The flight smashed into a gorge on its final approach to the newly opened Pokhara International Airport on January 15, killing all 72 people on board. It was the country’s worst air crash in 30 years.

The Transport Ministry’s (MOT) Transport Safety Investigation Bureau (TSIB) will help retrieve and read the data from the plane’s flight recorders, said an MOT spokesperson in a statement on Thursday.

Also read |Nepal plane crash: what happened and what we know so far 

The analysis will be carried out at TSIB’s flight recorder readout facility, which was set up in 2007.

“All investigation-related information, including the progress of investigations and the findings, will be handled by the Nepalese investigation authority,” The Straits Times reported, quoting the spokesperson.

Flight recorders, or black boxes, capture information about a flight such as instrument warnings and audio recordings, and help in piecing together events leading up to an incident.

The Nepali investigation team will on Friday leave for Singapore with the flight data recorder and cockpit voice recorder, according to a Washington Post report.

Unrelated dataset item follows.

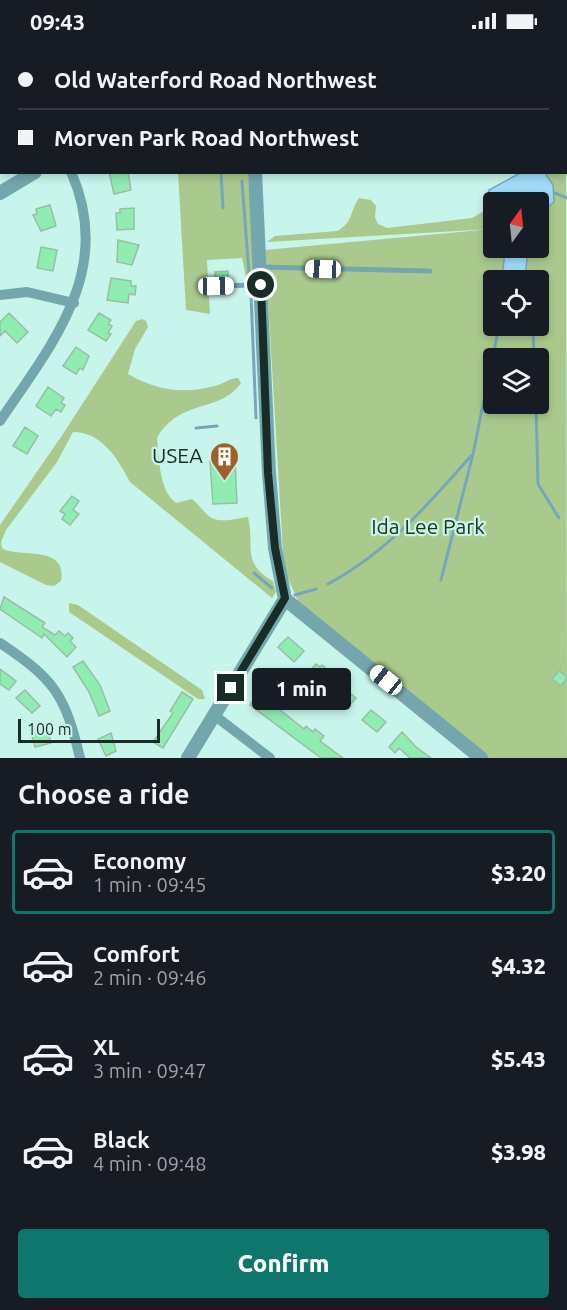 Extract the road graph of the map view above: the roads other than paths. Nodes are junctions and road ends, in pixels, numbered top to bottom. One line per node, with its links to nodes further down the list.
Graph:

Examination of the black boxes is expected to take a week and will be free, The Kathmandu Post said on Wednesday.

Singapore’s examination of the boxes is under an MOT and Nepal’s Ministry of Culture, Tourism and Civil Aviation memorandum of understanding to cooperate on aircraft accident investigations signed in February 2020.

“The MOU covers the use of investigation facilities and equipment, including the flight recorder readout facility, training, and observer attachments,” said the MOT spokesman.